→ PROBLEM
What is the number of lines in the data that include the string "dead"? Give it by itself.

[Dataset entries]
-------------------------
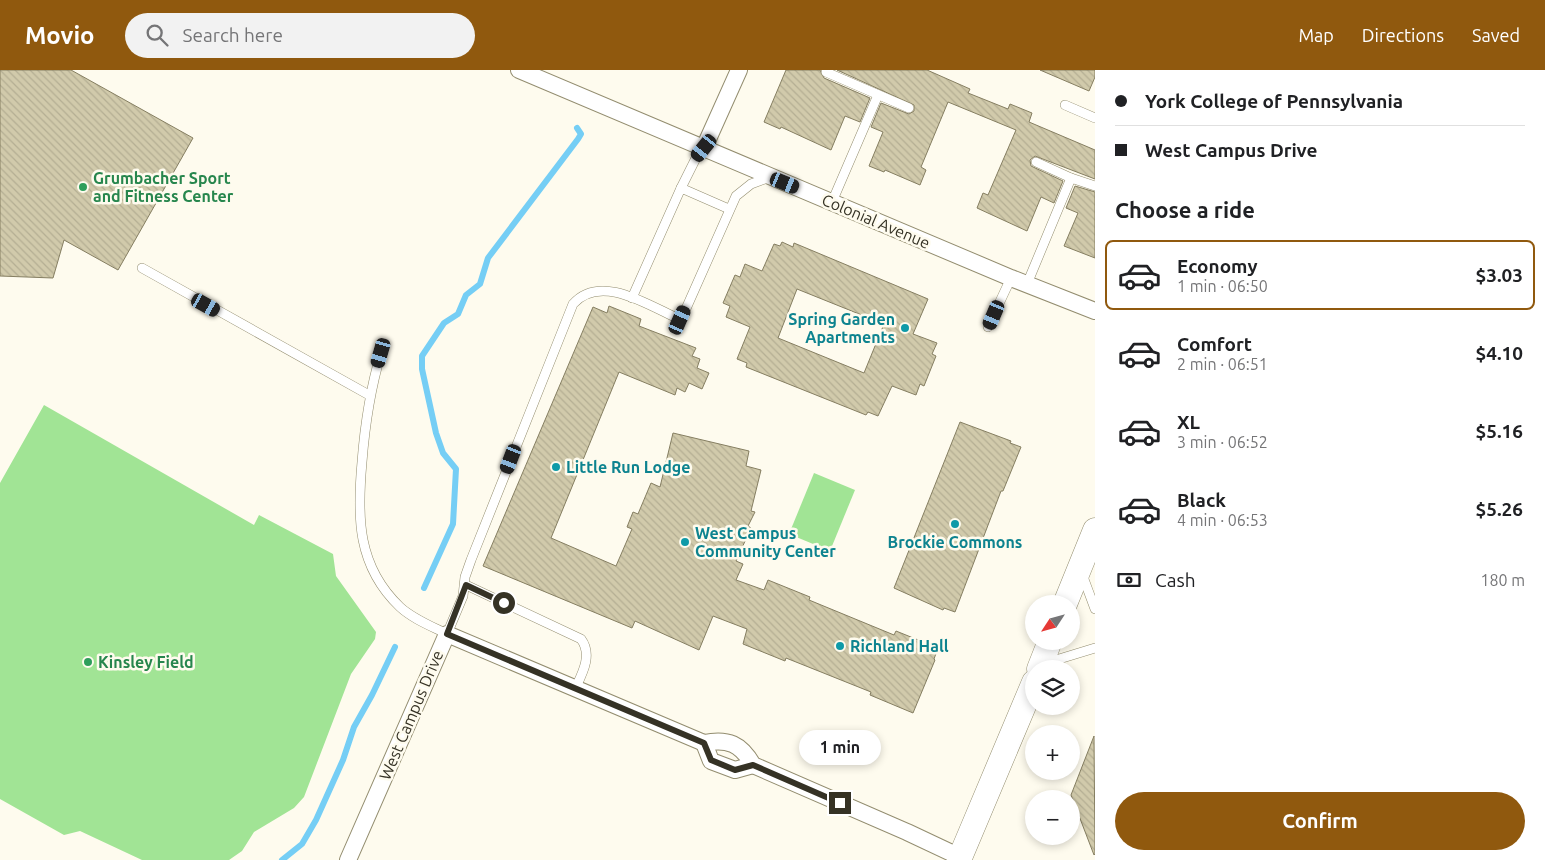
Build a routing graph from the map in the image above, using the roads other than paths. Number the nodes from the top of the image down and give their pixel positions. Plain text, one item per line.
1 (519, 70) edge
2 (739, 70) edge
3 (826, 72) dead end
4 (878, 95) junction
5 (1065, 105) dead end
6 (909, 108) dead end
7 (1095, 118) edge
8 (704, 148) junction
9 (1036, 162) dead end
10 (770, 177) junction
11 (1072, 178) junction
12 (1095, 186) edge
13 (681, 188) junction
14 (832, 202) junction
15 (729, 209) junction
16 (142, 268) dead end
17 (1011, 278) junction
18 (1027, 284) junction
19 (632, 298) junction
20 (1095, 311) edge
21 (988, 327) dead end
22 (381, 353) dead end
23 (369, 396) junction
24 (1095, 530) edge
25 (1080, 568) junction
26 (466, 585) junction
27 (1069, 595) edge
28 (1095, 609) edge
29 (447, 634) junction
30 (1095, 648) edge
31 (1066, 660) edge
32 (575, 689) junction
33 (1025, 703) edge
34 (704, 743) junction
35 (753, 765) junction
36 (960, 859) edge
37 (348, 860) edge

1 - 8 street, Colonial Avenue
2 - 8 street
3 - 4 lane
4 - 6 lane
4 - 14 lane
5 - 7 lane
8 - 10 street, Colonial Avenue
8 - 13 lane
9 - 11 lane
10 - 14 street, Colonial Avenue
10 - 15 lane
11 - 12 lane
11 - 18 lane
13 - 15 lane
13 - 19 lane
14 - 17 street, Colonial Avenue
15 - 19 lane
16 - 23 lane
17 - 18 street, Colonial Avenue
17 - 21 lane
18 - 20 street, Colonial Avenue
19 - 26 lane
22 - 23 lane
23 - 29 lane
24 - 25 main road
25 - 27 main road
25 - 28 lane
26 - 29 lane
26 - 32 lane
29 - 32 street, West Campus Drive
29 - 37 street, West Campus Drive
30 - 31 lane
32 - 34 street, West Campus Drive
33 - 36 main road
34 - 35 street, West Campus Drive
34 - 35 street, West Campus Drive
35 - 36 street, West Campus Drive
-------------------------
→ RESULT OF THIS TASK
7